Neither San Francisco nor New York City had hard evidence of a decrease in Freedom of Information Act (FOIA) or discovery requests as a result of open data initiatives, but anecdotal evidence was obtained through discussions with public-sector and nonprofit advocates to the effect that discovery filings were often not necessary since the data was easily available online.
Apps Help Patients, Doctors Battle Cancer
Two health IT applications designed to help doctors and patients stay a step ahead of cancer each took home a $20,000 prize in a January challenge to develop cancer prevention and treatment apps using public data. Ask Dory, an app which helps users find information about clinical trials for cancer based on data from ClinicalTrials.gov, was one of the winners. The other finalist, My Cancer Genome, allows doctors to see a list of therapeutic options for cancer, based on a patient’s tumor gene mutations. In an interview with Government Technology, Wil Yu, special assistant for innovations with the Office of the National Coordinator for Health Information Technology, said the winning apps stood apart from other submissions based on their ability to manipulate cancer data and provide a level of analysis that was both accurate and significant to users. — Brian Heaton
What might the future hold for open data initiatives? “I see a lot of struggle around influence and security as contentious issues that will take a lot of work to sort out what should be public and what should not,” said Wonderlich, of the Sunlight Foundation. “Those lines are not drawn appropriately as it stands now. Beyond that struggle, I think is better, more rigorous decision-making around information management. Looking at all the information an agency has and making good decisions about what should be public and what shouldn’t, rather than just a response to a FOIA request. I’m hoping we end up in a place where information is managed, just like HR is managed, or anything else. We make good decisions about what is public and what isn’t, not because of the interest of the department but because there’s a strong and clear public interest behind good decisions about what to make public.”
“We’re on the eve of a period of time in which every government will have an open data portal just like they have a website,” said Merritt. “This is a trend initiated by the District of Columbia and their citywide data catalog, and by the federal government in Data.gov. We now see open data portals in many cities and counties like Baltimore, Austin, New Orleans, Seattle, San Francisco and Chicago; states like Illinois, Oregon, Oklahoma, Washington, Maryland and Hawaii are all sharing their data.”

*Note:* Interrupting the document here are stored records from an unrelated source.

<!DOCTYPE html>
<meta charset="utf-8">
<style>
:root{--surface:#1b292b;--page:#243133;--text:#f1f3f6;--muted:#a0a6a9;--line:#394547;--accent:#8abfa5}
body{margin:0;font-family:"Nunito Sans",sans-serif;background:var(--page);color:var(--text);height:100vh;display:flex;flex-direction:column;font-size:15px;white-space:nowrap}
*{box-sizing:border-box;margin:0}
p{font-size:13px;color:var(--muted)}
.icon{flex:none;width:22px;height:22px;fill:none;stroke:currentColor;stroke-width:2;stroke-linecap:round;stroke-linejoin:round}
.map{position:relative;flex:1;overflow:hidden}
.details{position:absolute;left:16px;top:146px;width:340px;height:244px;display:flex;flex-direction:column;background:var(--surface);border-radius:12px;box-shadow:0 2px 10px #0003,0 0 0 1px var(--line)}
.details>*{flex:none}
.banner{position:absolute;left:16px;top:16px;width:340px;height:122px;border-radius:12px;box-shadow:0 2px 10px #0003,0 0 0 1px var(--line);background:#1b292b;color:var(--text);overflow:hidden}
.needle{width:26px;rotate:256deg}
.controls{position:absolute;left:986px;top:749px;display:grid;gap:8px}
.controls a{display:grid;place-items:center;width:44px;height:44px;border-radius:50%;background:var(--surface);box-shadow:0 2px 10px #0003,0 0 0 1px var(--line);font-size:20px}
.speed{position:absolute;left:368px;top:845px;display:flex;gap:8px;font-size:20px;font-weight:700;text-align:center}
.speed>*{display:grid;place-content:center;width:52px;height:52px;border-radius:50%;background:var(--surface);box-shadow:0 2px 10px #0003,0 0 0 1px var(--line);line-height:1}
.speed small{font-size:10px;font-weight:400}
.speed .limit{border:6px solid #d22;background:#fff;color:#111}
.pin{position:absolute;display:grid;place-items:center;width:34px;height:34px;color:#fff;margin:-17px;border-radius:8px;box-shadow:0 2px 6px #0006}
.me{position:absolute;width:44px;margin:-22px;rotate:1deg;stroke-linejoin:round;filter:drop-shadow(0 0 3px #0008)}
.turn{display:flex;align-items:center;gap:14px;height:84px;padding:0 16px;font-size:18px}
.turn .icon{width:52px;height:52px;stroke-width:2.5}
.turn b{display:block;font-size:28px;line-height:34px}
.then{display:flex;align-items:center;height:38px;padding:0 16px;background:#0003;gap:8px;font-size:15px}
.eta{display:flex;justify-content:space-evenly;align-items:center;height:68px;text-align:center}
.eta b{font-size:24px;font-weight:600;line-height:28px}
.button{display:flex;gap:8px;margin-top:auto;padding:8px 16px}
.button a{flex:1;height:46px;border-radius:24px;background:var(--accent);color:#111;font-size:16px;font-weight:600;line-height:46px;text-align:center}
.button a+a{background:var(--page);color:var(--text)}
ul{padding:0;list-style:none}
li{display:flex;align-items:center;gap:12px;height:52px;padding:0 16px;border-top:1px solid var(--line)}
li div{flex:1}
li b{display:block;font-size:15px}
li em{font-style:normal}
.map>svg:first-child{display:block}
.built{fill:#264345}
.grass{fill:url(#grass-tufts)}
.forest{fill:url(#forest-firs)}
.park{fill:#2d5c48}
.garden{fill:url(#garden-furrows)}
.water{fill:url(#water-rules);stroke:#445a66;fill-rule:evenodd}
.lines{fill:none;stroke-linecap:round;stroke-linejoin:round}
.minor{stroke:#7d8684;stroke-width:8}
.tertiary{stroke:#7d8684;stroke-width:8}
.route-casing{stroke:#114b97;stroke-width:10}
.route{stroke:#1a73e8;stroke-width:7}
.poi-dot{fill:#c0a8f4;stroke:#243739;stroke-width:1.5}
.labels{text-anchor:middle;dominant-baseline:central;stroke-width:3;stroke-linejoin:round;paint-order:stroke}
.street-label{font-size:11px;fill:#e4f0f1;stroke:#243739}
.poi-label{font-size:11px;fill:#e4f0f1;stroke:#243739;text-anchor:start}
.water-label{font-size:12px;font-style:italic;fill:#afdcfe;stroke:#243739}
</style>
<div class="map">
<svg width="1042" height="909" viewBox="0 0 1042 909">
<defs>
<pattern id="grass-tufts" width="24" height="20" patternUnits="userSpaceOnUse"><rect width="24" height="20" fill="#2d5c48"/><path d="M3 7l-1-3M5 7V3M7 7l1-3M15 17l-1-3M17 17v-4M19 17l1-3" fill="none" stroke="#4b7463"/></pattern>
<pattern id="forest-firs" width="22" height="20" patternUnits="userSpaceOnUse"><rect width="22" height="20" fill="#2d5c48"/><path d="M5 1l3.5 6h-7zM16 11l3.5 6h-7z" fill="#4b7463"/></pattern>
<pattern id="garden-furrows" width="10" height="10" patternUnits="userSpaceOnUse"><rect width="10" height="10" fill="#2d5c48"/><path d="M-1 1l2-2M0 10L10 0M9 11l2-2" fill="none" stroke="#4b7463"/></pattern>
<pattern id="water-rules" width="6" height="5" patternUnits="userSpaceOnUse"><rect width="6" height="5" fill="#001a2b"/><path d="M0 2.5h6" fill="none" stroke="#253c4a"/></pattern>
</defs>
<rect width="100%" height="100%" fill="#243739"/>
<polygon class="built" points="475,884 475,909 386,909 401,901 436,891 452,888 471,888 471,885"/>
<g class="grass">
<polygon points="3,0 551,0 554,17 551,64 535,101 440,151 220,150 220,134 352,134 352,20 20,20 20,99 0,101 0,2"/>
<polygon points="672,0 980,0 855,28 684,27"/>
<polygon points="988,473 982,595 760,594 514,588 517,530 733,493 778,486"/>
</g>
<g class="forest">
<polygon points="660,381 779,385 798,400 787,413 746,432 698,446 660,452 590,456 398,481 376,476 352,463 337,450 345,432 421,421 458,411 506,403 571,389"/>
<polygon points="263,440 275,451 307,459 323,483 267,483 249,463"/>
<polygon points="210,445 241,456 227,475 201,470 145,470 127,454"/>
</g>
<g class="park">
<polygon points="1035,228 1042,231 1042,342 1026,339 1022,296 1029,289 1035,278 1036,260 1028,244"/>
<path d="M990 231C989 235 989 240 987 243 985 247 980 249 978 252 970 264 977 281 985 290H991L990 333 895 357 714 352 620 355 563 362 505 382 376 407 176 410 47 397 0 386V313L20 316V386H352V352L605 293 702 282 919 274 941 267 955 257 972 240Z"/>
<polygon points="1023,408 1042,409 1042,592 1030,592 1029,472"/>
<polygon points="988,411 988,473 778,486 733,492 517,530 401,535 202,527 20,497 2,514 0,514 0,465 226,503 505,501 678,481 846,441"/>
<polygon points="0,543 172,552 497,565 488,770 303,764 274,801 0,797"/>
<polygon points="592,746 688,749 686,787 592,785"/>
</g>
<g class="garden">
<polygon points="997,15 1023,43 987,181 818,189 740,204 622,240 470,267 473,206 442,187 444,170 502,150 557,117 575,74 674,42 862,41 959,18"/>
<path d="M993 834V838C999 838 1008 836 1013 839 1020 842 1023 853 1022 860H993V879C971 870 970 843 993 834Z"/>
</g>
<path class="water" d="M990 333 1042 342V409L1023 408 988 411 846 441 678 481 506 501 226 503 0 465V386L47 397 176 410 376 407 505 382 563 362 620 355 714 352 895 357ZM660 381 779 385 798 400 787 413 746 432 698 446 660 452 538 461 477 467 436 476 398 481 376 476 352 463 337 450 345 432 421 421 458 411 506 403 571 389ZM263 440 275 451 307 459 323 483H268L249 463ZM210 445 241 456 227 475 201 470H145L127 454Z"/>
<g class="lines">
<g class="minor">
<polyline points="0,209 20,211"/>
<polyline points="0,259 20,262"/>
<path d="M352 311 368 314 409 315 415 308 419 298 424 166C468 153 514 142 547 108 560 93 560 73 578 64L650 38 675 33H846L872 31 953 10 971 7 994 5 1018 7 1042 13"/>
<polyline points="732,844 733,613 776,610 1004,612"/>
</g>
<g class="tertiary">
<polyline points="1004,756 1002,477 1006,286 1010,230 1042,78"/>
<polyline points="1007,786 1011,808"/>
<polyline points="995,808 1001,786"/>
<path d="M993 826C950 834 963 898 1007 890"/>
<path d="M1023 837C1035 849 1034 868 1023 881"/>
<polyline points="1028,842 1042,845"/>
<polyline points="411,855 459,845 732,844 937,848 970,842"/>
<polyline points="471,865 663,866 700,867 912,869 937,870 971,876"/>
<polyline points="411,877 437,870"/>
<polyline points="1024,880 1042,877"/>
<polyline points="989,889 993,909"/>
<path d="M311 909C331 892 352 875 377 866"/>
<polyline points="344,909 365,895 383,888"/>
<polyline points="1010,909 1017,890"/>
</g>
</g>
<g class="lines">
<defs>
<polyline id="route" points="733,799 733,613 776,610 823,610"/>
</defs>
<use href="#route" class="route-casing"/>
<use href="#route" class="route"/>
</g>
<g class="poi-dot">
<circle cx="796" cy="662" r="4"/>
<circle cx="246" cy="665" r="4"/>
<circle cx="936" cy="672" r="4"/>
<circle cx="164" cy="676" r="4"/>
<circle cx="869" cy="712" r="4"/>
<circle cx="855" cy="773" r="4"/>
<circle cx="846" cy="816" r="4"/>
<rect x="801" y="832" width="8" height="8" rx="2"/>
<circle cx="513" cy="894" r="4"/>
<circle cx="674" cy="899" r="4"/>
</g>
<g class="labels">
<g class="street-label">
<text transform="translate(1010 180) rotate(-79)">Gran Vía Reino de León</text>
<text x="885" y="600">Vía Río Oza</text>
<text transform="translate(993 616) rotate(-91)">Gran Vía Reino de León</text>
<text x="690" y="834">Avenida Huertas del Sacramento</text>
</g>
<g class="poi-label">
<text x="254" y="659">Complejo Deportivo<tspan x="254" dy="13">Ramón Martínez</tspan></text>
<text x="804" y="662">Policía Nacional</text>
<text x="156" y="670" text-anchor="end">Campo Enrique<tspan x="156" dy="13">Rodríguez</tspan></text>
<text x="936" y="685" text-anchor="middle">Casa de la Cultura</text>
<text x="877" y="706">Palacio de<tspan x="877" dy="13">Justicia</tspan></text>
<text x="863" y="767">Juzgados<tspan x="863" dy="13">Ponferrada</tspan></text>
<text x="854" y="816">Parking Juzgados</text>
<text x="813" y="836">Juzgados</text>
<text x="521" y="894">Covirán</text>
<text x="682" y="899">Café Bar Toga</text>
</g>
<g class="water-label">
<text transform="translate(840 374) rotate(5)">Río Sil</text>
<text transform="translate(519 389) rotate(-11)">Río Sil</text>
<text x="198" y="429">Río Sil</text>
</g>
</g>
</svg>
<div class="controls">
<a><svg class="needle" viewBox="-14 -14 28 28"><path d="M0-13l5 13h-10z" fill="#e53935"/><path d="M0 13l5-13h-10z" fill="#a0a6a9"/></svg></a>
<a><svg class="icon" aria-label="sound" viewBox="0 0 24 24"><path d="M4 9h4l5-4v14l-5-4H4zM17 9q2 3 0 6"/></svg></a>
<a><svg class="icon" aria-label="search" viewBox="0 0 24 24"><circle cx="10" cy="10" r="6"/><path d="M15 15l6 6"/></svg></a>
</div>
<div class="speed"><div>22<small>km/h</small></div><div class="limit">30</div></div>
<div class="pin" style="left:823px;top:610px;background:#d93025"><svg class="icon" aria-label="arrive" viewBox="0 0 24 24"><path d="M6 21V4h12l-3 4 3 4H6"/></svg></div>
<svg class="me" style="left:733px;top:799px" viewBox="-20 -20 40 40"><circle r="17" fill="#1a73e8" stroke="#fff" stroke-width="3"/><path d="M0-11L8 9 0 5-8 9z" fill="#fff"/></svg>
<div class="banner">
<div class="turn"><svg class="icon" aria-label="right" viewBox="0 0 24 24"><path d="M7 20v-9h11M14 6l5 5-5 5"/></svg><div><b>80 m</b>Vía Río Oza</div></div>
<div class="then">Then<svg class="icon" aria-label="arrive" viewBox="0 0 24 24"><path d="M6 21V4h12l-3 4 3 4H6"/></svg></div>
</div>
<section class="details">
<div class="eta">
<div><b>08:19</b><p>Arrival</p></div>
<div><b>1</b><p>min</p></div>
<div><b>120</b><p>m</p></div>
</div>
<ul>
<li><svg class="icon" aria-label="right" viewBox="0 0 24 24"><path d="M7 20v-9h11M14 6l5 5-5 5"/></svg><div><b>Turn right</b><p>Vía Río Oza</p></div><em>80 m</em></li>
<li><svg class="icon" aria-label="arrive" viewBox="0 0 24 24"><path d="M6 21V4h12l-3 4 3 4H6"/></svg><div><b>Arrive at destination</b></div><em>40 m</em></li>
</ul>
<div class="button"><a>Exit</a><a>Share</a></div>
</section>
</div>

In a move that some think could signal a revival of Data.gov, and others dismiss as a campaign-year stunt, the Obama administration on March 8 launched ethics.data.gov, which, according to a White House release, “fulfills a campaign promise to centralize ethics and lobbying information for voters.” Jessica McGilvray, the American Library Association’s director for the Office of Government Relations — while mourning the demise of the Statistical Abstract of the United States, whose funding disappeared in the 2012 Census Bureau budget — saw the launch of data.ethics.gov as a sign of progress.